Fig 3 Antibiotic class as proportion of all antibiotics prescribed in each study (control and intervention settings combined). Afghanistan data are from Afgh-pub only; Afgh-com health workers had access only to trimethoprim-sulfamethoxazole. White areas for Cameroon, Nigeria, Afghanistan, and Tanzania-1 indicate that systemic (oral or injectable) antibiotic was prescribed but that name was not specified in study records. Labels indicate classes that accounted for ≥5% of all antibiotics prescribed for each study
Risk ratios (95% confidence interval) for antibacterial prescription by class* for patients with negative v test positive test results in rapid diagnostic test for malaria (mRDT) intervention†
| Penicillin | TMP/SMX | Metronidazole | Tetracycline | |
|---|---|---|---|---|
| Afgh-pub | 28.2 (11.5 to 69) | 19.7 (7.2 to 54) | 0‡ | 6.5 (0.97 to 43) |
| Cam-pub | 1.70 (1.08 to 2.69) | 0.96 (0.47 to 1.94) | 1.24 (0.78 to 1.97) | 6.3 (0.86 to 46) |
| Ghan-pub | 2.25 (1.72 to 2.95) | 3.57 (2.30 to 5.5) | 2.64 (1.55 to 4.5) | 9.0 (0.94 to 87) |
| Tanz1-pub§ | 3.21 (1.80 to 5.7) | 1.32 (0.88 to 1.98) | 0‡ | 0‡ |
| Tanz2-pub | 3.73 (2.82 to 4.9) | 1.87 (1.45 to 2.40) | 2.45 (1.38 to 4.3) | 3.21 (1.98 to 5.2) |
| Uga-pub | 2.17 (1.68 to 2.80) | 1.48 (1.13 to 1.95) | 3.37 (2.72 to 4.2) | 7.0 (4.7 to 10.5) |
| Uga-priv | 2.00 (0.98 to 4.1) | 1.43 (0.70 to 2.91) | 2.47 (0.76 to 8.0) | 0‡ |
*Penicillins primarily included oral and injectable penicillin formulations, and amoxicillin with or without clavulanic acid, as well as ampicillin, cloxacillin, dicloxacillin, and flucloxacillin; TMP/SMX=trimethoprim-sulfamethoxazole; metronidazole also included secnidazole, tinidazole; tetracycline was typically doxycycline.

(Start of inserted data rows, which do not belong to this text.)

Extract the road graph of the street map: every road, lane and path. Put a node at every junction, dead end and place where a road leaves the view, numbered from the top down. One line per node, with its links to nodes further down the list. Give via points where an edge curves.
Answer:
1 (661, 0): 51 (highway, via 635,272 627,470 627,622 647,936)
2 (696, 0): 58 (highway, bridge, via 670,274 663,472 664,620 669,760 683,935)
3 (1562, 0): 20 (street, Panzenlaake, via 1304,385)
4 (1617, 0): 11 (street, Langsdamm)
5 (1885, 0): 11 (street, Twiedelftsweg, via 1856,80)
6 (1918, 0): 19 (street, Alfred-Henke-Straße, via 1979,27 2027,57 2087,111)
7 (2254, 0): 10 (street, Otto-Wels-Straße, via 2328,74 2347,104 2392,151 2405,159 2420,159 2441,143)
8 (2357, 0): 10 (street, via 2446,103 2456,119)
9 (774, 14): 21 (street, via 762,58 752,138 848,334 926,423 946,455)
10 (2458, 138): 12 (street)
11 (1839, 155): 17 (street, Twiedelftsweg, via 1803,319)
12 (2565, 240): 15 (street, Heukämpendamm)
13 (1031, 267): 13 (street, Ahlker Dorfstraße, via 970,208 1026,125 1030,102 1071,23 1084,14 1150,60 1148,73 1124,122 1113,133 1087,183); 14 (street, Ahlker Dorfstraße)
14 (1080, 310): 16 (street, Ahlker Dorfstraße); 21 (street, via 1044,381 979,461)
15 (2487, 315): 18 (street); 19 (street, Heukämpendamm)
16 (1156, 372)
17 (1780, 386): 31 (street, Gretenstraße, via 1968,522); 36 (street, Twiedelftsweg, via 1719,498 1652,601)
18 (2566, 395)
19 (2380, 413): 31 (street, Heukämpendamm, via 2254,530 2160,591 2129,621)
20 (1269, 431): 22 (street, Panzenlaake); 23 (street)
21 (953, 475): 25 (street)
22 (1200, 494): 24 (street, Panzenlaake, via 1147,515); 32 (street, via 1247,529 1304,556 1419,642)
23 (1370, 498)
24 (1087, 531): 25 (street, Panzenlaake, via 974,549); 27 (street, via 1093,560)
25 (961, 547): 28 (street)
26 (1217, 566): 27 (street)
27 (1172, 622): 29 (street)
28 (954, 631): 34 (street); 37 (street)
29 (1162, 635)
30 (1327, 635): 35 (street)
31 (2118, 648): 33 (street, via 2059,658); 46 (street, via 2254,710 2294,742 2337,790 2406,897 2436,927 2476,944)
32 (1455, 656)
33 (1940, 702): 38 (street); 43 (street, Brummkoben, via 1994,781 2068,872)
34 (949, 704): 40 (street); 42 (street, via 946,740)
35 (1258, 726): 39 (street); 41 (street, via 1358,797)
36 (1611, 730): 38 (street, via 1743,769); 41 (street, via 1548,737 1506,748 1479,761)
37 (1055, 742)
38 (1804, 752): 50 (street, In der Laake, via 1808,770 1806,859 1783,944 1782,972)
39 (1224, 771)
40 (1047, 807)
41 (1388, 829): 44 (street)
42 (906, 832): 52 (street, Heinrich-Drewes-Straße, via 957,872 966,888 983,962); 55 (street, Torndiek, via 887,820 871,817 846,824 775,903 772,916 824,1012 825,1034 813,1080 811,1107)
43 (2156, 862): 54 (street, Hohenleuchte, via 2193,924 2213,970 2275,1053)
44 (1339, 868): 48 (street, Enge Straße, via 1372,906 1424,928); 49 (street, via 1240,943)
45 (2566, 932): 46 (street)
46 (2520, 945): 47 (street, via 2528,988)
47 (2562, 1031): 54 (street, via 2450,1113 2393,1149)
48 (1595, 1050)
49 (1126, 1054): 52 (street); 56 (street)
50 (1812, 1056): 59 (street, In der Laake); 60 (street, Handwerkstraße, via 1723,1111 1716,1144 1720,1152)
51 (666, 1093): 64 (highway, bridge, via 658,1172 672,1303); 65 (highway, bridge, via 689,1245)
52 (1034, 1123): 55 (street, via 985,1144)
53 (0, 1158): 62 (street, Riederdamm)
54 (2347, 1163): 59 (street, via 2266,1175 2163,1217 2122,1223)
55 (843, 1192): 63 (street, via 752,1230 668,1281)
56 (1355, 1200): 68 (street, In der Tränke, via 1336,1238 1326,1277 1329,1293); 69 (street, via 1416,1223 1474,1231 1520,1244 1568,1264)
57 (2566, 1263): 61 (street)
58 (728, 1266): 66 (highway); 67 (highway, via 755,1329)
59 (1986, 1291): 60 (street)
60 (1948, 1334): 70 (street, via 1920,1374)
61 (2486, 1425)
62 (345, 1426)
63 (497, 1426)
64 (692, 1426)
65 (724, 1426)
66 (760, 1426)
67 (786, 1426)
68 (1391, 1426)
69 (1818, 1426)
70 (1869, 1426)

†Afgh-com, study among community health workers in Afghanistan, dropped from this analysis because trimethoprim-sulfamethoxazole was only antibiotic to which participating health workers had access. Nige-mix, study in Nigeria, dropped from this analysis as no or few observations in many relevant categories.
‡No or few observations in relevant categories.
§Tanz1 recorded drugs actually obtained by patients; other studies recorded medicines prescribed.